Hij worstelt er al zijn hele leven mee: een knagend gevoel op zijn borst als mensen om hem heen ruzie maken. Hij merkt de ruzie op, maar weet niet wat hij ermee moet doen. Dus doet hij niets. Ondertussen voelt hij zich wél verantwoordelijk voor wat er gebeurt, zelfs als hij er nog geen pietsiebeetje mee te maken heeft. Met als gevolg dit onprettige, knagende gevoel. Toch nam hij dit gevoel altijd voor lief. Want sja, wat moest hij anders?
Inmiddels weet hij dat.

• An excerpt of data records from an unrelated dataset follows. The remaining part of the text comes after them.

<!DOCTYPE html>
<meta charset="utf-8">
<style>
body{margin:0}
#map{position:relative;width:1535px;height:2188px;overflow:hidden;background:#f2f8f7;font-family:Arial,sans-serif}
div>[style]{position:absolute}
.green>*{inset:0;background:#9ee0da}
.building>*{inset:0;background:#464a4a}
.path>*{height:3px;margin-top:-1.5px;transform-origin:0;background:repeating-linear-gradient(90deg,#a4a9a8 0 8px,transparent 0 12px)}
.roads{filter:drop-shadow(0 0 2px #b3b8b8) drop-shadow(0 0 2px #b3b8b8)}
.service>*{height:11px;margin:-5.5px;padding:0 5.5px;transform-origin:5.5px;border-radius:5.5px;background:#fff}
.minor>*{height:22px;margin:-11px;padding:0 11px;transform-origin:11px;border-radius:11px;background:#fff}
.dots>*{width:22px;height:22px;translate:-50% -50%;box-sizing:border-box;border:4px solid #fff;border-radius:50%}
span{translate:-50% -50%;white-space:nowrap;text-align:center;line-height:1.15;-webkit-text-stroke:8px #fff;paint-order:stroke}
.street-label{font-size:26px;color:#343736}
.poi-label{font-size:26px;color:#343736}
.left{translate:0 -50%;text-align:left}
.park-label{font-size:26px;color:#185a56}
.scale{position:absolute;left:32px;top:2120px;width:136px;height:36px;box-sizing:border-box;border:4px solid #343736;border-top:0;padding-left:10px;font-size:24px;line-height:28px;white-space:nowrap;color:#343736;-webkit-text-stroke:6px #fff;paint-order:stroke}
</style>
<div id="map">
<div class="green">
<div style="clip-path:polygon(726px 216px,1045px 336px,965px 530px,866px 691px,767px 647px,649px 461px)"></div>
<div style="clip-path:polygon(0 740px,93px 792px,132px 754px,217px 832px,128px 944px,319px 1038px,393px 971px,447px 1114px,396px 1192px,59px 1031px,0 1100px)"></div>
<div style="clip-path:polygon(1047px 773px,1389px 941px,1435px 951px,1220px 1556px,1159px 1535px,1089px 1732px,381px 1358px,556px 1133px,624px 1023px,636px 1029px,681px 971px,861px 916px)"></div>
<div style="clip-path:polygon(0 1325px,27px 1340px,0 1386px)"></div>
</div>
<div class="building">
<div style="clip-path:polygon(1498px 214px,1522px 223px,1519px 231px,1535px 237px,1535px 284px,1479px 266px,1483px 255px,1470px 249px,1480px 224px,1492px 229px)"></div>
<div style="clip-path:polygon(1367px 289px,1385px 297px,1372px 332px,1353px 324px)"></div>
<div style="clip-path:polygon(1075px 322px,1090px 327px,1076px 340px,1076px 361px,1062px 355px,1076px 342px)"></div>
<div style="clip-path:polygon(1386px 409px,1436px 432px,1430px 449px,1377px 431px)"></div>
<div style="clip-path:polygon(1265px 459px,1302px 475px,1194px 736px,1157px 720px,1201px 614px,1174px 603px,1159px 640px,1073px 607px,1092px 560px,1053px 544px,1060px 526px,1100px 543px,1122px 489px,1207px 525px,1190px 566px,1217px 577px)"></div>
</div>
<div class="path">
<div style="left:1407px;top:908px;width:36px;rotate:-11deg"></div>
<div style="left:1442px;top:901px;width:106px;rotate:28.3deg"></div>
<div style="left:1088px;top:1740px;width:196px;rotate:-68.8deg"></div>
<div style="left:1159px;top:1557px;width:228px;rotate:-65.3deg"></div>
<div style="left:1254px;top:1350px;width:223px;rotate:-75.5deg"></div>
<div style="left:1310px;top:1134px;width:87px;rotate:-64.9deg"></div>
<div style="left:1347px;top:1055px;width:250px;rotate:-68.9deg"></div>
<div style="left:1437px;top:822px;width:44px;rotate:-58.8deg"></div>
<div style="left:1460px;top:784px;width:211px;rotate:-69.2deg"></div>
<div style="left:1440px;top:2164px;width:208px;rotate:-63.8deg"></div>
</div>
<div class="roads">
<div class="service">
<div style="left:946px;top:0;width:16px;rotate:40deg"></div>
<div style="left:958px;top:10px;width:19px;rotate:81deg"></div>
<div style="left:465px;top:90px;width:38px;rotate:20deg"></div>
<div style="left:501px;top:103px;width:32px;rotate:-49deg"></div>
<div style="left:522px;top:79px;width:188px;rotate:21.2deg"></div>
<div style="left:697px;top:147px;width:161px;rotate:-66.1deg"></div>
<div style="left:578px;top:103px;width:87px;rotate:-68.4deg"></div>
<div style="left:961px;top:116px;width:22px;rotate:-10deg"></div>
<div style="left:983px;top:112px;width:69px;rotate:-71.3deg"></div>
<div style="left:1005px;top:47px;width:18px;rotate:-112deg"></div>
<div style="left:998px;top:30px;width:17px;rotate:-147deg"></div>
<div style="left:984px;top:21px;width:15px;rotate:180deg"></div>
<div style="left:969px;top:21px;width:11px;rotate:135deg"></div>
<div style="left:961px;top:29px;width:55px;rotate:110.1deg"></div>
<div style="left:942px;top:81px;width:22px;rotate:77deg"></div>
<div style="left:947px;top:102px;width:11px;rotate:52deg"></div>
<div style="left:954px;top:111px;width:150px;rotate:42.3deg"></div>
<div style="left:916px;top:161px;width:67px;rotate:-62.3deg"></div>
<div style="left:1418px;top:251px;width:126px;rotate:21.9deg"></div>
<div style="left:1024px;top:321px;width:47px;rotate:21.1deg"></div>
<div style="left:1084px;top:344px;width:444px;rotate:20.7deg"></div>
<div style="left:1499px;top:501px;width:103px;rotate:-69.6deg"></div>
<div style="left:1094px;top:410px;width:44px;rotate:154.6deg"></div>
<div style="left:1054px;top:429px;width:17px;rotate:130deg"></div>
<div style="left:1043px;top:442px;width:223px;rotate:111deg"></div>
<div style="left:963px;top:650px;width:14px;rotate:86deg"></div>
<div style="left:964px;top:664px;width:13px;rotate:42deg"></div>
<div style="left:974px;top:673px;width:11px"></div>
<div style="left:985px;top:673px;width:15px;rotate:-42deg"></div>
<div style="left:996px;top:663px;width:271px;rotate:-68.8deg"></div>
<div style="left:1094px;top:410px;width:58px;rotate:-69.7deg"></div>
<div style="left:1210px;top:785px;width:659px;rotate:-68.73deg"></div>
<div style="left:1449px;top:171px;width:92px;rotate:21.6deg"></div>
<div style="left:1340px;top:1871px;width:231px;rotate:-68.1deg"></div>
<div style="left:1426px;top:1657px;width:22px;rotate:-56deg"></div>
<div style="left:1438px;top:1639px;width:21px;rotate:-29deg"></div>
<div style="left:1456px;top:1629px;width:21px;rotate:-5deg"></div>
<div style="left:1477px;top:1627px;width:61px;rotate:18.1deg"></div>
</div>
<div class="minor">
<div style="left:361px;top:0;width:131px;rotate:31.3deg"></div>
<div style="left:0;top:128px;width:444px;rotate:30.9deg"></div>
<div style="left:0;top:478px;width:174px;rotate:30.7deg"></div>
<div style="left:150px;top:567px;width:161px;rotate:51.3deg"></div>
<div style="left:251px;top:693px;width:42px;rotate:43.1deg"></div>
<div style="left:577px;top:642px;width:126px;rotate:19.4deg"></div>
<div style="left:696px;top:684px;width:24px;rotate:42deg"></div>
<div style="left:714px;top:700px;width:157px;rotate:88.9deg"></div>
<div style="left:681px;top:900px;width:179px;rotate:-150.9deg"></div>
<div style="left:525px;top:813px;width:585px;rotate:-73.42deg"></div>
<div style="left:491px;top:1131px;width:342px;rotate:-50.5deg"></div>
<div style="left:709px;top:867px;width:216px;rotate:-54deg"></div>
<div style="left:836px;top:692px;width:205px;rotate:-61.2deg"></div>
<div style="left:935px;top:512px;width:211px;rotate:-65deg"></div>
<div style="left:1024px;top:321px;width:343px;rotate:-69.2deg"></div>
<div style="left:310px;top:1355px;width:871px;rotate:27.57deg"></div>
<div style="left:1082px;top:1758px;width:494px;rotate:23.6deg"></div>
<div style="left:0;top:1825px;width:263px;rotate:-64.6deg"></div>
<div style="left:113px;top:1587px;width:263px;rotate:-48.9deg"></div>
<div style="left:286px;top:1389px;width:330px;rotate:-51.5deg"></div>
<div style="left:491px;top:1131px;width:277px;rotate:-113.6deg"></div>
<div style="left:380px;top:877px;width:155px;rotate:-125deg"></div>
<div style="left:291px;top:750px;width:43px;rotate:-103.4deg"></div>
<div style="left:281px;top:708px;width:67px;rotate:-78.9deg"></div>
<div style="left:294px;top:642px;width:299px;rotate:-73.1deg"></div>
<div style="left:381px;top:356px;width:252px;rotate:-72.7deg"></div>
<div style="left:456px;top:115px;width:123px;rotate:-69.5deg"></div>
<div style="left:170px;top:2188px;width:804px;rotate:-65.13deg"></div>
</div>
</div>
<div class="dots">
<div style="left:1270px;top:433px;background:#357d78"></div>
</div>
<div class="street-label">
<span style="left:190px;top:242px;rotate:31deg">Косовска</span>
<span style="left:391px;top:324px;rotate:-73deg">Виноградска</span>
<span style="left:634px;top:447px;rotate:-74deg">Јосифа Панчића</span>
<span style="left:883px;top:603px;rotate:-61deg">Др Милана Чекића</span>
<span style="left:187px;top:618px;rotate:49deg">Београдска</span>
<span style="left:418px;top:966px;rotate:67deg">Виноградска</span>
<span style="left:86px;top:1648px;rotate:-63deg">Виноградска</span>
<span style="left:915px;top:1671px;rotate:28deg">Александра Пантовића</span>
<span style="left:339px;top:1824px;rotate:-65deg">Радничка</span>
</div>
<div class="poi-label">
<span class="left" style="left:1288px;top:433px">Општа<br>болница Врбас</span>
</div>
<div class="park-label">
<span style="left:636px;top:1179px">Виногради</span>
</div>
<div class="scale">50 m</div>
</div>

Hij is namelijk gaan boksen (letterlijk) en het gevecht met zichzelf aangegaan (figuurlijk). En dankzij het zichtbaar én voelbaar maken van patronen, kwam er ineens helderheid. De oorsprong lag, zoals veel van de onbegrepen emoties die we met ons meedragen, in zijn kindertijd: bij ruzie tussen zijn ouders maakte hij zich vroeger altijd onzichtbaar.
Niemand kiest als kind bewust een bepaalde copingsstrategie. Het is op dat moment simpelweg het beste dat je kunt doen. Maar nu, als volwassene, helpt het je niet meer en geeft het je eerder last. Soms duurt het een tijdje voor iemand een goed alternatief heeft voor zijn strategie. En soms, zoals bij deze man, valt het kwartje onmiddellijk. De sleutel bleek het uitspreken van zijn gevoel: ik vind het niet fijn wat hier gebeurt.
Eén stap. Eén zin. Een wereld van verschil.